I use to pray for vain things concerning my soul mate. I wanted a
beautiful, smart, funny, and interesting mate. There is nothing wrong
with those desires but man was I leaving out the most important things.
Because I prayed for such trivial things I continued to receive such
trivial women in my life. Not that these women were bad people by any
account they were just bad for me. Many of whom will make excellent
wives for another man.


But Yahweh has a great and wonderful plan for my life. A life that will
be dedicated to serving Him and helping His people...ALL PEOPLE. He has
ordained a woman that will compliment my strengths and support the
wisdom of my growth. He has provided a love that surpasses earthly
desire.

Seeking love my way leaded me down paths where women encouraged me into selfishness. MONEY,POSSESSIONS, and POWER.

These women did not encourage me grow spiritually or mentally. There
was no encouragement towards being who Yah created me to be...I was
allowing them to hold me back.

I invested into relationships that did not hold the same value or
weight of commitment as I did concerning love. We would have polar
opposite ideas of priority. Everyone from their family to their friends
to their jobs to their school to their pets came before their
relationship with me. They often had this "Sex in the City Mentality",
a intimate relationship with their friends. Friends had took the place
of their significant other. They would even designate titles and terms
of endearment which should be reserved for their partner (baby, honey,
sweety,etc.) I would like to say that these unfortunate situations were
rare but many of my male friends were telling me of their similar
situations. It seems that women have become so distant from the power
of love that they began to replace an idea of a husband with their
bestfriends becoming their...wife/wifey or even calling them soul
mates. Check how many do it on facebook lol. I know many of you will
see such things as simple and not destructive in the grand theme of
things and more then likely you are without your soul mate.
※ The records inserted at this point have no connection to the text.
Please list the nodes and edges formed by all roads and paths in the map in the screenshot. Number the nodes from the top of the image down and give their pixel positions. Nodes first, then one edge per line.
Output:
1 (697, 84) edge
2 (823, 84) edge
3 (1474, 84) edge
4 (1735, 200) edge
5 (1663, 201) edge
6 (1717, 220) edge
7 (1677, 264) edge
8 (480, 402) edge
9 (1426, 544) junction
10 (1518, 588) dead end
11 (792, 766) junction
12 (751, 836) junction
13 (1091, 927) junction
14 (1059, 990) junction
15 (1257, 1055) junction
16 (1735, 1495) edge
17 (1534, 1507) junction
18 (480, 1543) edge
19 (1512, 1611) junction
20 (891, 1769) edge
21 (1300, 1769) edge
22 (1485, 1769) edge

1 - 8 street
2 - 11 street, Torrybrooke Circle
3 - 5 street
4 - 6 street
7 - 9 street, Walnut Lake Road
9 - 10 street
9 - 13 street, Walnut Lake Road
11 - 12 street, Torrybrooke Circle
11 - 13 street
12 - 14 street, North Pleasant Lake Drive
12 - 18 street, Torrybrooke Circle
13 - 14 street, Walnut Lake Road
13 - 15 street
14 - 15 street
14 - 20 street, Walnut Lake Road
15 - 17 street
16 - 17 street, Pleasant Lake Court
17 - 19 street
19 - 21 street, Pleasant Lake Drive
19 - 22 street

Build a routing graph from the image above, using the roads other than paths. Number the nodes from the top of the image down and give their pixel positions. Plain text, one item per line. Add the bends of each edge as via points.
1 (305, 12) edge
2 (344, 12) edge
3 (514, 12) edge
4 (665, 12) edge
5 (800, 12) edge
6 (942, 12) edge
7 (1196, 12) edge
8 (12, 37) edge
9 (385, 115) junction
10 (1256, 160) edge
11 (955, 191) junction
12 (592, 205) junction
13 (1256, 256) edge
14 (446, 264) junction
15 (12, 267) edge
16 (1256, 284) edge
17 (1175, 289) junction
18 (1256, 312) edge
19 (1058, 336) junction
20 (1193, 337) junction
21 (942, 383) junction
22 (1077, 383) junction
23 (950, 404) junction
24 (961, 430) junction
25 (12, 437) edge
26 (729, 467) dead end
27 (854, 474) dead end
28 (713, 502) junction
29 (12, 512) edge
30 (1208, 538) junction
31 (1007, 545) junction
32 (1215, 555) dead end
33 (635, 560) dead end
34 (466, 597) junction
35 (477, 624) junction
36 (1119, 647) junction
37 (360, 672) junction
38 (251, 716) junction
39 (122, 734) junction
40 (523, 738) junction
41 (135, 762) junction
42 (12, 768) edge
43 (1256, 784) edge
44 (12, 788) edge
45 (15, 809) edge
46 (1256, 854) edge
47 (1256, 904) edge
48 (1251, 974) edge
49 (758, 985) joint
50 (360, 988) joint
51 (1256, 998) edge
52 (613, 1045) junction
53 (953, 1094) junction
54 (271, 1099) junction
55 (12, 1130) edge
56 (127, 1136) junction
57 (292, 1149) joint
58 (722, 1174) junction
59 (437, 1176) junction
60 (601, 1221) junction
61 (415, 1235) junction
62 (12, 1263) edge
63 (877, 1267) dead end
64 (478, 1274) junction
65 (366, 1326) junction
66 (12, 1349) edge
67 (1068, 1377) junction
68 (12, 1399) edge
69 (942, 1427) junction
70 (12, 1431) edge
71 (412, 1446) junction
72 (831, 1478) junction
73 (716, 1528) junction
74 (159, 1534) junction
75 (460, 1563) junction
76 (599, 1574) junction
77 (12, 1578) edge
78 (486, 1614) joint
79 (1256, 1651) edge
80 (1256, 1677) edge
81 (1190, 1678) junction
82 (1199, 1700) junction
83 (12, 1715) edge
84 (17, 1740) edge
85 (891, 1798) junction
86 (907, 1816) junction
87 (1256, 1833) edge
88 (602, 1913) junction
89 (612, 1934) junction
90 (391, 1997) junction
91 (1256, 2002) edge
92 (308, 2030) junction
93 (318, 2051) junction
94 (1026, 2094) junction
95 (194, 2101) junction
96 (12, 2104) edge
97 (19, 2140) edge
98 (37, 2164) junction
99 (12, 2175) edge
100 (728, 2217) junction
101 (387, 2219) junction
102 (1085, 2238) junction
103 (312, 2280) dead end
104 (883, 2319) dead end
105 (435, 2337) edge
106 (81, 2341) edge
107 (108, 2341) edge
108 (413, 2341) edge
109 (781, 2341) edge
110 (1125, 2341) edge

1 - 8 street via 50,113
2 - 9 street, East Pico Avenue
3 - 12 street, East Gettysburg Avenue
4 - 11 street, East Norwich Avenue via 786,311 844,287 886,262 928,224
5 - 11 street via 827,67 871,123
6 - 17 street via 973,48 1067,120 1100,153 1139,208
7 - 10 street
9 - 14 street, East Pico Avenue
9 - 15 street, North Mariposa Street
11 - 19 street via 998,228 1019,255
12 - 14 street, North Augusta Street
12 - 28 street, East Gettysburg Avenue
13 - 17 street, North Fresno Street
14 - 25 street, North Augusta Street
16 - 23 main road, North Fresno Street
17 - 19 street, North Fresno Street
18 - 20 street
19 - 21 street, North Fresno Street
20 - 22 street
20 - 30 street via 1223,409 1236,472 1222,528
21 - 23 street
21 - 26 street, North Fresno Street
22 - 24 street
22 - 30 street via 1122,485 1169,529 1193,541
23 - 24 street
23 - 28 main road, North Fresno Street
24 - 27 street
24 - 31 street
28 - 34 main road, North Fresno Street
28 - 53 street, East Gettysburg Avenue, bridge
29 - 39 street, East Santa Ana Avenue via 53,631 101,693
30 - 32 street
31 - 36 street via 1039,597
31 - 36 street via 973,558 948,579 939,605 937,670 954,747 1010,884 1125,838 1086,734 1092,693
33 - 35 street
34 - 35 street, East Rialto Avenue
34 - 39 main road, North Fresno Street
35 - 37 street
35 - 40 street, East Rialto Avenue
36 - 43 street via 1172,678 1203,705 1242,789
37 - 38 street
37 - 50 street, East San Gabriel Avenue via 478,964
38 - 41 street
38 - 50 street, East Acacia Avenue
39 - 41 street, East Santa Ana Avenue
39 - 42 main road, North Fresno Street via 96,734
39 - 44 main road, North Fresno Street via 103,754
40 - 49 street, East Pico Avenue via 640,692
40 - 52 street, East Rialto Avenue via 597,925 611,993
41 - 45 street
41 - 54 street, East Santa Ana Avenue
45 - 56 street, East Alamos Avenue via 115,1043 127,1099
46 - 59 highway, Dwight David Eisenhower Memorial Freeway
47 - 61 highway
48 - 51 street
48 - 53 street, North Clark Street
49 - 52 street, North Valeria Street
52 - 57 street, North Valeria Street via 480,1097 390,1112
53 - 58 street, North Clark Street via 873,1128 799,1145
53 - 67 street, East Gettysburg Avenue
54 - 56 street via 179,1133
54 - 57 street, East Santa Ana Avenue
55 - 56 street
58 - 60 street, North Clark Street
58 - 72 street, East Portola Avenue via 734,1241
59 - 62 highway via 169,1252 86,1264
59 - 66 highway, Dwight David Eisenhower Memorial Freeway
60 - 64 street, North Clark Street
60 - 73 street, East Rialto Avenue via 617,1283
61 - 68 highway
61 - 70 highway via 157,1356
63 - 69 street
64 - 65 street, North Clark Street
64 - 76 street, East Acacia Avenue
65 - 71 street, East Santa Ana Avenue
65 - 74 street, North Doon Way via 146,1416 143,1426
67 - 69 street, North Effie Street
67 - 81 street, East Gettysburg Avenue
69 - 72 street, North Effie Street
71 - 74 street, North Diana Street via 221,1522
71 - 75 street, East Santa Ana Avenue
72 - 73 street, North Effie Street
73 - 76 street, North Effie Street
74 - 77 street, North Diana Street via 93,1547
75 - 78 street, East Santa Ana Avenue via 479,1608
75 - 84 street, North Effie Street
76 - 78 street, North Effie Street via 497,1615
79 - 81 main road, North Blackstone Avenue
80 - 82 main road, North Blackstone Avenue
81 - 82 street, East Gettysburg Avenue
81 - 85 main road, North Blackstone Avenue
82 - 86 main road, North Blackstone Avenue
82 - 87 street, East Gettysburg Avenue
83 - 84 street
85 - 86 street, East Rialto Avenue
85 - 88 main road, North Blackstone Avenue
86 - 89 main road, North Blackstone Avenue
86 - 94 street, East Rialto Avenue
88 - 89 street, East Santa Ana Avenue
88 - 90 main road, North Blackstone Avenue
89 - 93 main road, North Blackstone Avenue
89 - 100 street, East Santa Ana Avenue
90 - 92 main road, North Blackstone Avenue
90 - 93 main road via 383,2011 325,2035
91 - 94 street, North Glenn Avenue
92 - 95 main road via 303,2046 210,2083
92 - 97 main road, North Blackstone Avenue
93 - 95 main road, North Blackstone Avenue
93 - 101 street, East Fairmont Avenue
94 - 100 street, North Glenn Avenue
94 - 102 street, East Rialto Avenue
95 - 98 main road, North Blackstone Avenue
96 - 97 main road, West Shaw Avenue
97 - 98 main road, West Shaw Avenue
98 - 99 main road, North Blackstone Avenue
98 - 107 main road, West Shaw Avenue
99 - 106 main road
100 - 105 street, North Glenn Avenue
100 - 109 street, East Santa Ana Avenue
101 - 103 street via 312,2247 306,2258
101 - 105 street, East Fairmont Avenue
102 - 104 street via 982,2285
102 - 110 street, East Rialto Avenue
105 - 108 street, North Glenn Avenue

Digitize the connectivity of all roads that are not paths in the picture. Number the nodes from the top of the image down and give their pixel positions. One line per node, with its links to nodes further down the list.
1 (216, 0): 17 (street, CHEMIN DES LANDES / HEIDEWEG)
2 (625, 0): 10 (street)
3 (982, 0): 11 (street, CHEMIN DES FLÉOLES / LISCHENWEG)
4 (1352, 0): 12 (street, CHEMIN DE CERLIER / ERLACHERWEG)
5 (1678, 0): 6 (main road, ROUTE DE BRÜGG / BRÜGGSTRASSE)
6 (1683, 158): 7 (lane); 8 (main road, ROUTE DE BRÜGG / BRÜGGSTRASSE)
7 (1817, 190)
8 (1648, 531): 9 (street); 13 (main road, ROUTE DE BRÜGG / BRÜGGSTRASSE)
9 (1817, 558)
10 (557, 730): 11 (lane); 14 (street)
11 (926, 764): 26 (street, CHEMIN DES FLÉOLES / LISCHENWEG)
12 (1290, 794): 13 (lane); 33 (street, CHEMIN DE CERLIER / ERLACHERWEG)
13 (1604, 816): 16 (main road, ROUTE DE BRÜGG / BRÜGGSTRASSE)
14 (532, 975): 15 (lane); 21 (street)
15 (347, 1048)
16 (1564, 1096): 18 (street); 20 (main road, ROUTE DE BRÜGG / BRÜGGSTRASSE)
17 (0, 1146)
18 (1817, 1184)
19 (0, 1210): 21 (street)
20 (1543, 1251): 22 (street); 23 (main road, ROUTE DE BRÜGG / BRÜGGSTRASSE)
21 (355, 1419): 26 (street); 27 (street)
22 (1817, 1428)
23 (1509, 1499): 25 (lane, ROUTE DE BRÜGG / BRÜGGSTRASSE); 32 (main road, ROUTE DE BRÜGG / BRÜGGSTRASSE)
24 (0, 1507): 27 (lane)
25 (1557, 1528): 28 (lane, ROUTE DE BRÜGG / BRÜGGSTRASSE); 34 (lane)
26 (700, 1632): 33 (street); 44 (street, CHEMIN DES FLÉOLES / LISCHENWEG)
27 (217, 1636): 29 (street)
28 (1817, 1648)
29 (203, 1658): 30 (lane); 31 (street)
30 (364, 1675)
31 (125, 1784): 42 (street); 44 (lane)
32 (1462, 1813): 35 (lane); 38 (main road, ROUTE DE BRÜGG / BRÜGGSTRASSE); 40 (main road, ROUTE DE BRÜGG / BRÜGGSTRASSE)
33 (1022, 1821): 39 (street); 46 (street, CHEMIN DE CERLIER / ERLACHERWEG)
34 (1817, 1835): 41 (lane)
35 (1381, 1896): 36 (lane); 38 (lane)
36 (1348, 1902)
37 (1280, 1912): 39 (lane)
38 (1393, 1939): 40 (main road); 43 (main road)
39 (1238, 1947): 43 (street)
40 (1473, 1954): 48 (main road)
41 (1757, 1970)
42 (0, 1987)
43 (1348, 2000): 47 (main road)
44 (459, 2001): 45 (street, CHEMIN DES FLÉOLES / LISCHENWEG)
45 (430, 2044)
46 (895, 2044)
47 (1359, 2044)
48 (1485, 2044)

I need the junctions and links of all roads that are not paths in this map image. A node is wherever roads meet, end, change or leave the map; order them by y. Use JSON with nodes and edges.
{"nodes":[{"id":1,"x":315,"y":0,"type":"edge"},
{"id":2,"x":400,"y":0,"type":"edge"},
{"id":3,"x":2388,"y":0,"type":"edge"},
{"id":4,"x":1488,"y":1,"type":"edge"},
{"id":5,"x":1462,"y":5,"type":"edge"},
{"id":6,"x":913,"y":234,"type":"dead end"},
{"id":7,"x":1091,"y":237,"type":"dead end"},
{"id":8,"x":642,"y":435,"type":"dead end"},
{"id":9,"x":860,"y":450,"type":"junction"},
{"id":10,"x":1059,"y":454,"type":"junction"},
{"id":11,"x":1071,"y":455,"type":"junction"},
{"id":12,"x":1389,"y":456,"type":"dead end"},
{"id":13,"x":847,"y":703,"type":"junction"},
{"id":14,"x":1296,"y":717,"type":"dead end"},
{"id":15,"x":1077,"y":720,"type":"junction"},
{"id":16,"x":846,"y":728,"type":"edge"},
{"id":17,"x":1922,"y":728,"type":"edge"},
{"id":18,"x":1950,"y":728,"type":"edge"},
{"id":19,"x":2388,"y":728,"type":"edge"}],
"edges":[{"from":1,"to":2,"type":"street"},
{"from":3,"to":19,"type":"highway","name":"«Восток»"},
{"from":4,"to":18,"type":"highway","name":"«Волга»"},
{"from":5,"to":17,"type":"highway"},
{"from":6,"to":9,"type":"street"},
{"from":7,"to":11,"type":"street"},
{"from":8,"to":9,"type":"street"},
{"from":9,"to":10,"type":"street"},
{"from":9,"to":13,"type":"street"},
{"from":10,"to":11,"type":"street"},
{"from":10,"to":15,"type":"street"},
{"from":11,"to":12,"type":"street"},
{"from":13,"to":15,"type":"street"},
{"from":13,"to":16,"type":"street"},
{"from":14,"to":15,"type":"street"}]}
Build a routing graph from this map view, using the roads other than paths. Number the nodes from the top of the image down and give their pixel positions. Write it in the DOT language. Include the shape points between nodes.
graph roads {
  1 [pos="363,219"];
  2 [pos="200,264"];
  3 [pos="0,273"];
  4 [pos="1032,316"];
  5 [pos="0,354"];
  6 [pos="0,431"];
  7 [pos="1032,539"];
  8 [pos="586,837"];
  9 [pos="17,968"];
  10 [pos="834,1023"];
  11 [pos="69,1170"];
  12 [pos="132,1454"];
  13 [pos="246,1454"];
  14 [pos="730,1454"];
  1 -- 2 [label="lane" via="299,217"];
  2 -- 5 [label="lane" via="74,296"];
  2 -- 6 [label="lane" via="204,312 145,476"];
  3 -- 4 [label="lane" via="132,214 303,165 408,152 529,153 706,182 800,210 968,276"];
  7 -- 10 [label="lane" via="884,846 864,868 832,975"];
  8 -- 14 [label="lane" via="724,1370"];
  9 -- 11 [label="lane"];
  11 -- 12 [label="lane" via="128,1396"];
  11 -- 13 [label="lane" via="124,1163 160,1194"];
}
How absurd
and disrespectful of love to participate in such un-romanticism.

I discovered when you talk about soul mates, to leave plenty of room
for possibility. True love is a big, deep, mystical topic. I have spent
much of my time trying to develop a soul mate theory. I now know that
there is no such thing. My advice instead is to keep an open mind,
explore different ways that people describe soul mate love, and begin
to create your own personal description.


In soul mate relationships, people bring one another something they
don’t already have and take each other to a place neither have ever
been. In its purest essence, soul mate love brings an end to the sense
of separation because it truly is like being reunited with the self. In
the process of loving one another, your soul mate will help heal you,
but can’t be responsible for fixing you--even if he or she wants to,
don’t let ‘em! The healing process must begin inside yourself.


We often deny this soul mate relationship by holding on to non-soul
mate relationships. It’s important to discern when one particular
relationship has run its course. Most of us know, but sometimes it is
hard to let go. It is difficult to let go of a relationship that offers
companionship, sex, fun, or financial security. But when you want a
true soul mate, holding on to a relationship that only imitates love
keeps us from the very thing we say we desire.


Our old affairs must be done away with completely and totally in order
to make room for the fullness of our soul mate. Be honest and begin the
process of peeling old love stuff away. Still have a photo on the
mantel of you and your high school sweetheart? Are you still sleeping
on the same bed you shared with an ex? Do you lounge around the house
in an ex’s old shirt? Be gone with them.



Develop the Capacity to Identify True Love



By the time your soul mate stands before you, eyes searching into your
own, heart connected to yours, you will have both done quite a lot of
personal and spiritual development work. At any age, we need to work on
developing the capacity and maturity to distinguish real love from
“hope” created by fantasies you project on someone who has “potential.”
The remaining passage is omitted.